An unconventional Fermi liquid model for the optimally doped and overdoped cuprate superconductors

TL;DR

This paper introduces an unconventional Fermi liquid model to explain high-temperature superconductivity in cuprates, demonstrating linear resistivity and optical conductivity, and predicting high transition temperatures with a novel susceptibility approach.

Contribution

It presents a new Fermi liquid framework that accounts for observed properties and high T_c in cuprates, incorporating van-Hove singularities and a modified fermionic susceptibility.

Findings

Linear in T resistivity and optical conductivity explained

High T_c (>120°C) predicted with a d-wave gap

Fermionic origin of low energy susceptibility

Abstract

Based on an unconventional Fermi liquid model, we present several results on the optimally doped and overdoped cuprate superconductors.
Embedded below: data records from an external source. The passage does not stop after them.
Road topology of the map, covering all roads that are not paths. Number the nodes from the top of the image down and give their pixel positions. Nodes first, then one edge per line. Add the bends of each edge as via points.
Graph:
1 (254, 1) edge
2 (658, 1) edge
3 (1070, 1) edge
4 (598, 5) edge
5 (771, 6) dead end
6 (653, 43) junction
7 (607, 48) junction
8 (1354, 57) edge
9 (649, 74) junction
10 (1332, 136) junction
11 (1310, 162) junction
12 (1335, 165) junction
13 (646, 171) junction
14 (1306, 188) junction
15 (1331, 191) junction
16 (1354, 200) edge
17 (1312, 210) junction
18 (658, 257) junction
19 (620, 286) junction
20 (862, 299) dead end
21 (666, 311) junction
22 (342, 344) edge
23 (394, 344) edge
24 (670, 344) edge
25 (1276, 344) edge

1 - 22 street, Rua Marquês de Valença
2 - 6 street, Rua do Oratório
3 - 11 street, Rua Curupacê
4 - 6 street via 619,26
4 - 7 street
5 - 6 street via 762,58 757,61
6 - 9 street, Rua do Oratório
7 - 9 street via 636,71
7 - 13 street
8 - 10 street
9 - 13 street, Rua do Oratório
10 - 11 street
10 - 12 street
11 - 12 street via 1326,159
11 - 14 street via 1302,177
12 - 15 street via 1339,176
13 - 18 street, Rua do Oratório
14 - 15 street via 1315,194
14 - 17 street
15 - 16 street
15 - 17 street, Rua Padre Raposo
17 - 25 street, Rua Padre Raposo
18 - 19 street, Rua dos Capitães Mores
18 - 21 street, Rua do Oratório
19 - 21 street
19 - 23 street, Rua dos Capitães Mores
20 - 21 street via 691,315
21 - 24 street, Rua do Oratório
For the normal state, we provide an analytic demonstration, backed by self-consistent Baym-Kadanoff (BK) numerical calculations, of the linear in $T$ resistivity and linear in 1/$\epsilon$ optical conductivity, provided the interacting Fermi liquid has strong peaks in its density of states (van-Hove singularities in 2 dimensions) near the chemical potential $\mu$. Moreover, we find that the interactions tend to pin these strong density of states peaks close to $\mu$. We show that the low energy dependence of $\chi_{MMP}$ has a fermionic origin. We obtain particularly high transition temperatures $T_c$ from our BK-Eliashberg scheme by introducing an ansatz for the fermionic susceptibility of the carriers. We postulate that the latter is enhanced in an additive manner due to the weak antiferromagnetic order of the CuO$_2$ planes. We have obtained a $d_{x^2-y^2}$ gap with $T_c > 120 ^o$K for n.n. hopping $t=250meV$.